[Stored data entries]
Segment Open

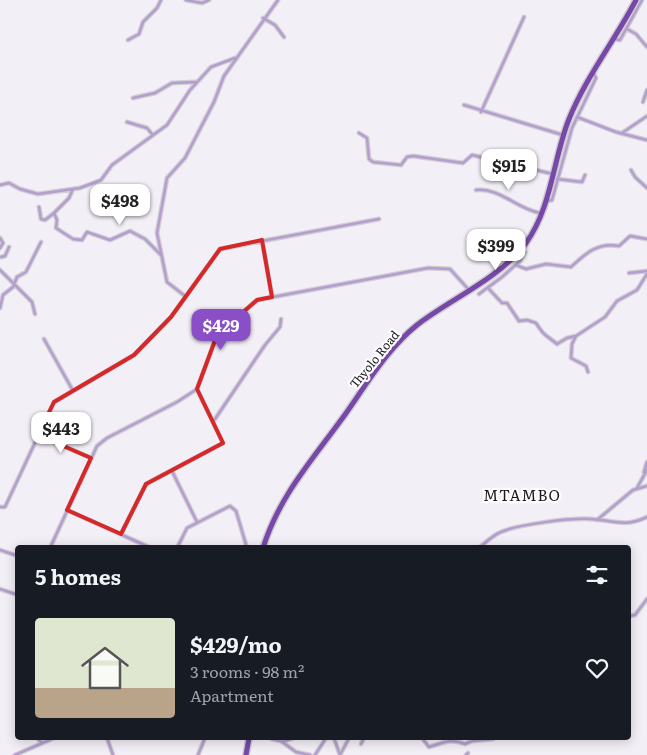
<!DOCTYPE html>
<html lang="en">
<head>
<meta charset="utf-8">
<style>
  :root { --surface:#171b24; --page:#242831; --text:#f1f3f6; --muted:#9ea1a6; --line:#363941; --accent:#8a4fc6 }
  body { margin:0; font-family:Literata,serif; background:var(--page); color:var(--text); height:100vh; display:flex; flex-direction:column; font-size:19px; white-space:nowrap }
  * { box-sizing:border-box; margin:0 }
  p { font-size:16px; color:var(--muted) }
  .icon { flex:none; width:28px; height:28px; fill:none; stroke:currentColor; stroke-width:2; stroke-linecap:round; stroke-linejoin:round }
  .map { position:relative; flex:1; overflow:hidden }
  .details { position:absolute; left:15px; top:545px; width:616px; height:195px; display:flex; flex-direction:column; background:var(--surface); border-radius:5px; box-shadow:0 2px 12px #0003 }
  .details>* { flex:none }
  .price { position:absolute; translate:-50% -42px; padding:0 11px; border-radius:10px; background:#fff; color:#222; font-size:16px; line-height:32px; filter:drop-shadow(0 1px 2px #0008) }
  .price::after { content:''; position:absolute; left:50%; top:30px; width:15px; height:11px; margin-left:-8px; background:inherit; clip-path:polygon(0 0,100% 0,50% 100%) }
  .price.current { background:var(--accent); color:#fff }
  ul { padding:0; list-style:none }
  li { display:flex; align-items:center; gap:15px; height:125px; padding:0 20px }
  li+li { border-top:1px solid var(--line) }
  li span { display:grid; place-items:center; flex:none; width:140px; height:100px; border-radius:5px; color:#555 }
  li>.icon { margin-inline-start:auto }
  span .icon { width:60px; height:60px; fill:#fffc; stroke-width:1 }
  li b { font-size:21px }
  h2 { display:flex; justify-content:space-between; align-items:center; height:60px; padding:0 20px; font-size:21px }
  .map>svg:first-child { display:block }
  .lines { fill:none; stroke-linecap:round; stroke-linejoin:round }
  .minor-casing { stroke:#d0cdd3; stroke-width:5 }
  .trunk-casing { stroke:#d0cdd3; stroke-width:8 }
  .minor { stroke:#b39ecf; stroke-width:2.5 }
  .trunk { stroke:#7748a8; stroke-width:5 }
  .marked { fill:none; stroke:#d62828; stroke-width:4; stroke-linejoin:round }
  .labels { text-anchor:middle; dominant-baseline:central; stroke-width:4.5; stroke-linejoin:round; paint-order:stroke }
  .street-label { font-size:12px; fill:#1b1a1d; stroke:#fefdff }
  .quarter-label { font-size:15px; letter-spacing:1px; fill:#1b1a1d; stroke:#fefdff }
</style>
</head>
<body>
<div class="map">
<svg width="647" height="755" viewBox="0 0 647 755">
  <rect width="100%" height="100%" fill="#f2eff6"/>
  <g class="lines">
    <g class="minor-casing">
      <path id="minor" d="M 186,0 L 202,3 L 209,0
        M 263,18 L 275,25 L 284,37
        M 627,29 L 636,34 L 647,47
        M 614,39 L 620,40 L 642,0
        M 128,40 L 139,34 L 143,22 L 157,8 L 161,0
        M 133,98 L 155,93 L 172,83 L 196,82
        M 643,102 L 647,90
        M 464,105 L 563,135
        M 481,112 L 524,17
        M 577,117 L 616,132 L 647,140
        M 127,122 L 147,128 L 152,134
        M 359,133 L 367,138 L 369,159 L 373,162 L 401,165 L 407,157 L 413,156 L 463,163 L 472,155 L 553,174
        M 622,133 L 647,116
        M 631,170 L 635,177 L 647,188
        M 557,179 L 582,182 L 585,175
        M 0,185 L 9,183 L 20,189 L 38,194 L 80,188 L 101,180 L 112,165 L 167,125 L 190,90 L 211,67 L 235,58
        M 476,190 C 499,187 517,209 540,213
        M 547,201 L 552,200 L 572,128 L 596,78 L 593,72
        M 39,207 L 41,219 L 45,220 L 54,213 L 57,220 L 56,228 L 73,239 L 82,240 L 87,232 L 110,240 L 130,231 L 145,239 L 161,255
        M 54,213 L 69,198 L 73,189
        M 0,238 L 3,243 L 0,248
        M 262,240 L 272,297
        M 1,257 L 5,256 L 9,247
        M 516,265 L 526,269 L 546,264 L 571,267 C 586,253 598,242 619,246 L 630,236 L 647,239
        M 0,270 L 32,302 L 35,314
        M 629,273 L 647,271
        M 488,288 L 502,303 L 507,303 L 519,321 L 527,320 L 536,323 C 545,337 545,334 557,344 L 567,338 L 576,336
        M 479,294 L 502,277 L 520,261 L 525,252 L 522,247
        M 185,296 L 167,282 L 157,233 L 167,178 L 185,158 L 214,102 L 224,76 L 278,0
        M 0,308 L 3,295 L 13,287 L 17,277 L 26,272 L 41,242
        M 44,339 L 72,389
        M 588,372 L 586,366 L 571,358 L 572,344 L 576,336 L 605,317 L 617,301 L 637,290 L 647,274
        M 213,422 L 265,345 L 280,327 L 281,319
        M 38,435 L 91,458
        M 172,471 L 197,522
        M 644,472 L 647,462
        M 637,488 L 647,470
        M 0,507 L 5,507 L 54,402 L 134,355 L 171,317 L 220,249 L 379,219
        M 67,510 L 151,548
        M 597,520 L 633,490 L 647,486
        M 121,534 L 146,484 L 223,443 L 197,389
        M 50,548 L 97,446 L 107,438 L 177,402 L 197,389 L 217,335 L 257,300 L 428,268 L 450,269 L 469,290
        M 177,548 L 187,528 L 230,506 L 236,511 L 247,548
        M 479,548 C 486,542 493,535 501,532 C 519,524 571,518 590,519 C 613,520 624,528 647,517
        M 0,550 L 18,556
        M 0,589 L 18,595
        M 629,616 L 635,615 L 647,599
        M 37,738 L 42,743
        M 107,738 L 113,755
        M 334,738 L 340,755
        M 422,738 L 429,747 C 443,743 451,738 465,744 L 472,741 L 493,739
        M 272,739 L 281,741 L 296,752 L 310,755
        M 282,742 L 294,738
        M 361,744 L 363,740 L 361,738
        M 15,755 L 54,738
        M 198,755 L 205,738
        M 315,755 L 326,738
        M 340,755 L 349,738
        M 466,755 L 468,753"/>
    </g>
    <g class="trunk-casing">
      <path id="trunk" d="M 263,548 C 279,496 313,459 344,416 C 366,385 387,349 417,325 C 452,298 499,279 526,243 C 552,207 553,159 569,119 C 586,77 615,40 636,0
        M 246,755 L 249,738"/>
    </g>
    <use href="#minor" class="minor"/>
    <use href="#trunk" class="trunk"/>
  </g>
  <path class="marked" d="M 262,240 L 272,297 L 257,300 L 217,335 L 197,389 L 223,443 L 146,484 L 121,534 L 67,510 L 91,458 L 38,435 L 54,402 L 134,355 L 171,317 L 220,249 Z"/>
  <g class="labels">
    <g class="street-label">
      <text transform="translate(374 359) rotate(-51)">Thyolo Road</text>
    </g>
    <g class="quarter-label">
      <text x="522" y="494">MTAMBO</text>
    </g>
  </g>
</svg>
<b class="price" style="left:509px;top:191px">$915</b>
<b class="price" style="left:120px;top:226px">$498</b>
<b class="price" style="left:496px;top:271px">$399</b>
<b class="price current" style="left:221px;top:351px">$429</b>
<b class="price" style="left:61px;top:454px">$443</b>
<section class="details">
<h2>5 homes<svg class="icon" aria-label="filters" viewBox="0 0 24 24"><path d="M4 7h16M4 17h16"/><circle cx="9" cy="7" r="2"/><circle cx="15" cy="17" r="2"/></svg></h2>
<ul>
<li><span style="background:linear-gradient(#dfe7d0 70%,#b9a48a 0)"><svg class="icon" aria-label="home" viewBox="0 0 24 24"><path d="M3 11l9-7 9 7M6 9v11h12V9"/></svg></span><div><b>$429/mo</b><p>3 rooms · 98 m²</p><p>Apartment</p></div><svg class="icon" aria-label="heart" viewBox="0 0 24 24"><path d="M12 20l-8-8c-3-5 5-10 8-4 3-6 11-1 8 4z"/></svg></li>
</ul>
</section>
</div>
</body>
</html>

Segment Closed
Segment Open

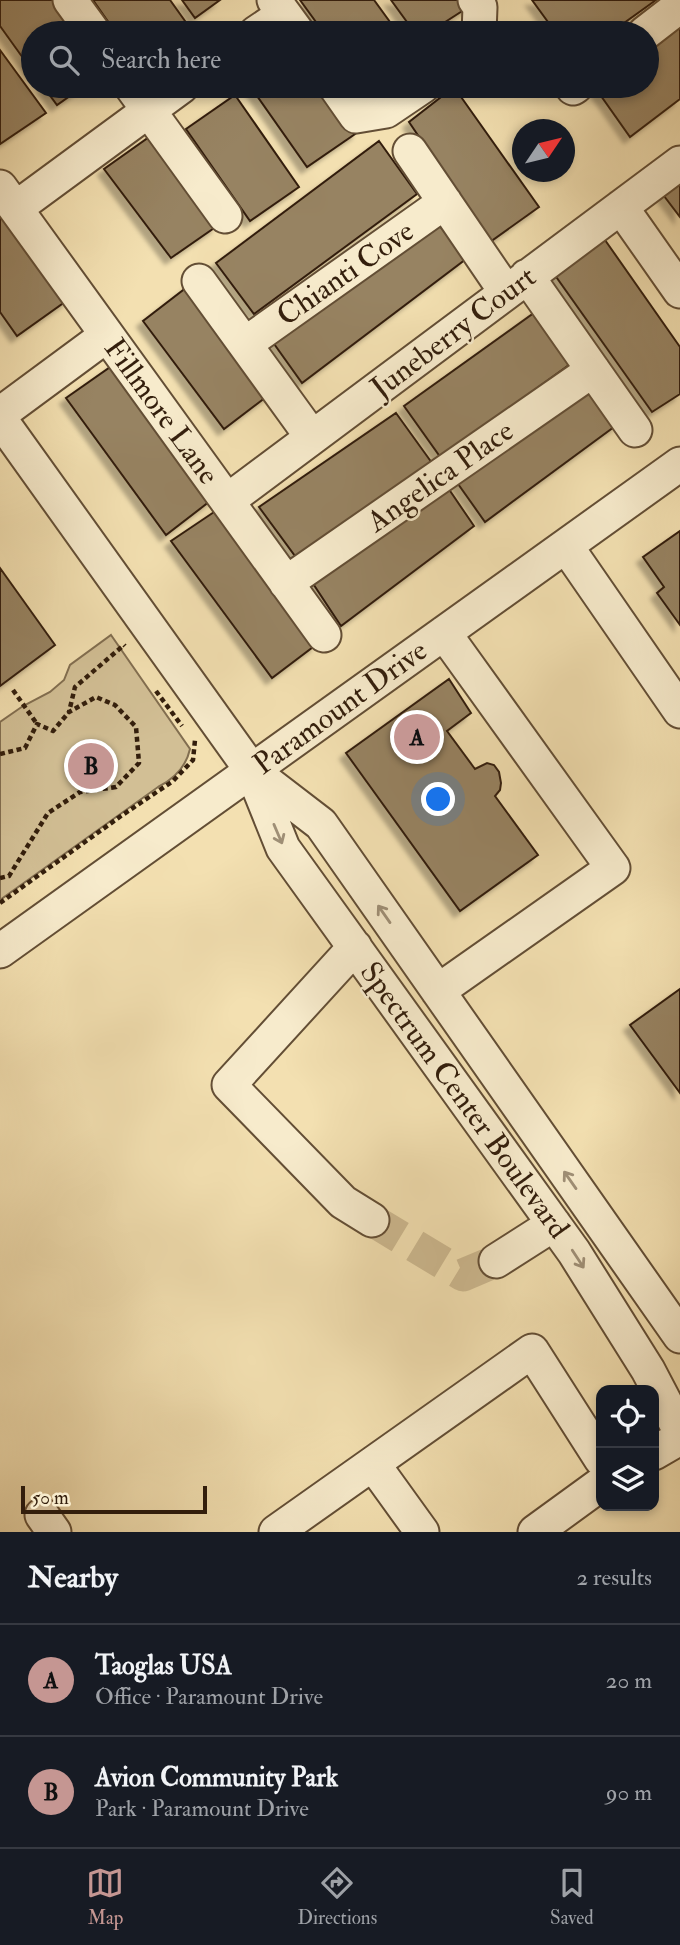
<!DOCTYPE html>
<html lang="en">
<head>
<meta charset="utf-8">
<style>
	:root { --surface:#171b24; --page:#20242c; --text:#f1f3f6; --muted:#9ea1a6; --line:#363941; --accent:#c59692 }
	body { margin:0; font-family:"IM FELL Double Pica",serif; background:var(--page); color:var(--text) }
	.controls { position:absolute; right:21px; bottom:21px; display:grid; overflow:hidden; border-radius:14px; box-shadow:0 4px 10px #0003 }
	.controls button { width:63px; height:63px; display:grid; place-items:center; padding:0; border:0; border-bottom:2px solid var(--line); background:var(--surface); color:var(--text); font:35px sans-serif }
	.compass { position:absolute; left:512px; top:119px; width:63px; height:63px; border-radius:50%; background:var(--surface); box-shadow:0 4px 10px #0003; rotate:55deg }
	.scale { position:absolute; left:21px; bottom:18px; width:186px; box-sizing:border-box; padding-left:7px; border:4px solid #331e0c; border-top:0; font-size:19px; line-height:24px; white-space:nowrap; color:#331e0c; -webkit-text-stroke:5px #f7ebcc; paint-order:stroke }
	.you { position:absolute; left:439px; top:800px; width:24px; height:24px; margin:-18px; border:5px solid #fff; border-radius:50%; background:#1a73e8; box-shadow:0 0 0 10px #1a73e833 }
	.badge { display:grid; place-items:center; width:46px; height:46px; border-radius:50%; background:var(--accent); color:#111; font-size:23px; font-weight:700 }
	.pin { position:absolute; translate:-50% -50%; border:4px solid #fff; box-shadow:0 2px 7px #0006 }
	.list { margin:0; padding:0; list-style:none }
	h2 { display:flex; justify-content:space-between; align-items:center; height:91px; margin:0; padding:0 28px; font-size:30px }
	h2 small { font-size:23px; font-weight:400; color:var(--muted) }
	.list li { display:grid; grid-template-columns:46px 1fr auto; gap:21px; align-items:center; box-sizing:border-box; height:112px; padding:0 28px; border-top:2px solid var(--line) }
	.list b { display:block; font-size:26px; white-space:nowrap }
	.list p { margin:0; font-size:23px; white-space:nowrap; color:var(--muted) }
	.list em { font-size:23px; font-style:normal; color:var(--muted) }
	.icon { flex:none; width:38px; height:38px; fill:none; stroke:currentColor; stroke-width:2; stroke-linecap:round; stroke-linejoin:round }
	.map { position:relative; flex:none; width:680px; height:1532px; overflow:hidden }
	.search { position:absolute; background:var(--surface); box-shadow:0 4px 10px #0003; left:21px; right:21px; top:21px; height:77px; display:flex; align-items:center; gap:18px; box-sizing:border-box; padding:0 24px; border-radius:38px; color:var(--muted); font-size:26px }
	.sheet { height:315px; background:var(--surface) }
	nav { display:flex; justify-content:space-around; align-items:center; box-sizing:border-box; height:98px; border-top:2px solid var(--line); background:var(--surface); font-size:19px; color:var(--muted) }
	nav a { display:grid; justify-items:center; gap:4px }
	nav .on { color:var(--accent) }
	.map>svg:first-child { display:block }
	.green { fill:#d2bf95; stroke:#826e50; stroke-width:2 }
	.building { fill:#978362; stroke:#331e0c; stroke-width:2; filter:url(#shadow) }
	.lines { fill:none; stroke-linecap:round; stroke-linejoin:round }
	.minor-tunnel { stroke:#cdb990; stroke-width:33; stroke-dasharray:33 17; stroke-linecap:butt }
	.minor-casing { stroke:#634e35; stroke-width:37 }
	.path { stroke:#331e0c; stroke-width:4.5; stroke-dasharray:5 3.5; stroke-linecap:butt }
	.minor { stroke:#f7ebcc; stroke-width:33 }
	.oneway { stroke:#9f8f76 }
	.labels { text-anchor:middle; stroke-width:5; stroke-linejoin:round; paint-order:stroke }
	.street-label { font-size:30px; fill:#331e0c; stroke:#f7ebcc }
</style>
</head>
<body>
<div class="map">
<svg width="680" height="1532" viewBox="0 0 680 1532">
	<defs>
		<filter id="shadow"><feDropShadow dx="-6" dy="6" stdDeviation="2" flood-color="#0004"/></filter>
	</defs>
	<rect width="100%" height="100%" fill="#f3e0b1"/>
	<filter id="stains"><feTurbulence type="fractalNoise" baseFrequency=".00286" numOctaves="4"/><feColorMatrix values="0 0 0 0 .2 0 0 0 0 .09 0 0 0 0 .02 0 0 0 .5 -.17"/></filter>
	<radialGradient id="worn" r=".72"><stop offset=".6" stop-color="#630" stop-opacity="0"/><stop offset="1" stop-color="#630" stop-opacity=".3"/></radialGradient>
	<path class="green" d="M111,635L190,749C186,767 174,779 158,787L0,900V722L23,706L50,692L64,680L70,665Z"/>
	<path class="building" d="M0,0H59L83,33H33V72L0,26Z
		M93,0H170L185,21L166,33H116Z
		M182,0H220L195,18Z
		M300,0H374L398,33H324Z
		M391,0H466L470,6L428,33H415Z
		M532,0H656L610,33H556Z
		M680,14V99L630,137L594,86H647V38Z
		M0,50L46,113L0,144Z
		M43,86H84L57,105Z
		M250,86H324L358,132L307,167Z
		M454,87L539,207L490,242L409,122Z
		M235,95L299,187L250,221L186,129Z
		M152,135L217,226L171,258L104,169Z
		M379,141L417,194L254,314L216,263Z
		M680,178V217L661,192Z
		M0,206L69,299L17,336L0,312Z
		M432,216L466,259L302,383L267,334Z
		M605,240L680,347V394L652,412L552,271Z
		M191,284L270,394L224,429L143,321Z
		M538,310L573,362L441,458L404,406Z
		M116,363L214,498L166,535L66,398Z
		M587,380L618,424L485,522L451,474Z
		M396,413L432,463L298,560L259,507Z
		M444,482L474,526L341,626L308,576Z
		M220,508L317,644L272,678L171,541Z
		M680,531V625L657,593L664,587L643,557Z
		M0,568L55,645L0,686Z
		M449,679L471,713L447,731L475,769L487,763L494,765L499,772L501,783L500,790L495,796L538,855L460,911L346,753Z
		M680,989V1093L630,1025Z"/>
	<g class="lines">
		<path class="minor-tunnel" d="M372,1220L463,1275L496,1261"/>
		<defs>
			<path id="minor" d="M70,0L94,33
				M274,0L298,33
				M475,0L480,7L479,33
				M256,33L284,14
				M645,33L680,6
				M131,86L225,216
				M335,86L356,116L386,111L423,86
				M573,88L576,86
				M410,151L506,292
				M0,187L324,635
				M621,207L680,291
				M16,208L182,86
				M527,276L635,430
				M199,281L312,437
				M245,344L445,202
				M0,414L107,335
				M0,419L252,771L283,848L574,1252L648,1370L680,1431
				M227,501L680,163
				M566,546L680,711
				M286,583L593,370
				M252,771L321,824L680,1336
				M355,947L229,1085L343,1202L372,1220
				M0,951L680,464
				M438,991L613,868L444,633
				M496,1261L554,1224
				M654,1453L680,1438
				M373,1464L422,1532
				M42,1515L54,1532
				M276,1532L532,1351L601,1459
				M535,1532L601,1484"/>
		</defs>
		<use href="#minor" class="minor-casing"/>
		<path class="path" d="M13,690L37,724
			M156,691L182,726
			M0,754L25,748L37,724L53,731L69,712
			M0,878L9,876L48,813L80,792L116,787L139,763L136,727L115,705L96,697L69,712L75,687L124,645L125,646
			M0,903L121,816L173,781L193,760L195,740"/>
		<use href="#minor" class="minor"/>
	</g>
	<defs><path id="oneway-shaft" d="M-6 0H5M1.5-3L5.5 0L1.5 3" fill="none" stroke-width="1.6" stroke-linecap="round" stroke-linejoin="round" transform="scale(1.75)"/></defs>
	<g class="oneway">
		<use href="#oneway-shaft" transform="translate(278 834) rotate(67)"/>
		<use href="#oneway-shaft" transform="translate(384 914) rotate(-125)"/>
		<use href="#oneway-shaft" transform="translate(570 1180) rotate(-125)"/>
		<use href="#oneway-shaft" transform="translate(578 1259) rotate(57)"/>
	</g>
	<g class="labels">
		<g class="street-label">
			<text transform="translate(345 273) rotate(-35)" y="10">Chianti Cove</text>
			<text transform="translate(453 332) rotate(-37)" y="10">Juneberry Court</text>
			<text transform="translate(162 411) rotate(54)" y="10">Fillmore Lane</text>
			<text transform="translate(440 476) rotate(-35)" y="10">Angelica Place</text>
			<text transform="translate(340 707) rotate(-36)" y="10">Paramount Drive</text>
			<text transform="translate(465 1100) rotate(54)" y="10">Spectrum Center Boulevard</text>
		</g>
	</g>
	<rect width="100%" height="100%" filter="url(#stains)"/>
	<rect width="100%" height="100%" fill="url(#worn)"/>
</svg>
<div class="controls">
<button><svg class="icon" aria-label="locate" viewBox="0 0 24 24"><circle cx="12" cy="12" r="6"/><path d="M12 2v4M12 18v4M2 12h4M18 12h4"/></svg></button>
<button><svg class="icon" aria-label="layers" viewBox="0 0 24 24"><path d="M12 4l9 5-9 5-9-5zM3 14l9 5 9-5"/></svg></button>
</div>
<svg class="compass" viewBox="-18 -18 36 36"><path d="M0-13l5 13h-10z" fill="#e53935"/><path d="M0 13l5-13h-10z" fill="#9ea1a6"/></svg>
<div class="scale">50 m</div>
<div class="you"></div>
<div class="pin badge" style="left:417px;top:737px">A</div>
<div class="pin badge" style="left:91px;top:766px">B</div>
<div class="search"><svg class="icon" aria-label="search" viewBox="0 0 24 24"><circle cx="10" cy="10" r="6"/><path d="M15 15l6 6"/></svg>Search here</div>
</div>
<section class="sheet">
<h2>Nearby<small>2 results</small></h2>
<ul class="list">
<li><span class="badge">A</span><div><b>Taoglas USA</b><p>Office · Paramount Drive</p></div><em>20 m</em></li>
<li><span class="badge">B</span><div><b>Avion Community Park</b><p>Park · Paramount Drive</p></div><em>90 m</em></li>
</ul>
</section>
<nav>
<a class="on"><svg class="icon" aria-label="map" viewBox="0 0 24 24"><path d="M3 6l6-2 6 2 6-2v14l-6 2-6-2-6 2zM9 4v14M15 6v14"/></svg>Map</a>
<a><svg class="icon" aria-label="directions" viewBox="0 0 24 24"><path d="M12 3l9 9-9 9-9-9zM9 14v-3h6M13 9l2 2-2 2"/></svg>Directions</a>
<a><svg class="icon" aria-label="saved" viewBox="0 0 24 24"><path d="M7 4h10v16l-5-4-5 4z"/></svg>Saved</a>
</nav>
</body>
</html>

Segment Closed

Whenever a line of the entries contains the string "dasharray", copy that line.

ANSWER TO THIS PROBLEM:
	.minor-tunnel { stroke:#cdb990; stroke-width:33; stroke-dasharray:33 17; stroke-linecap:butt }
	.path { stroke:#331e0c; stroke-width:4.5; stroke-dasharray:5 3.5; stroke-linecap:butt }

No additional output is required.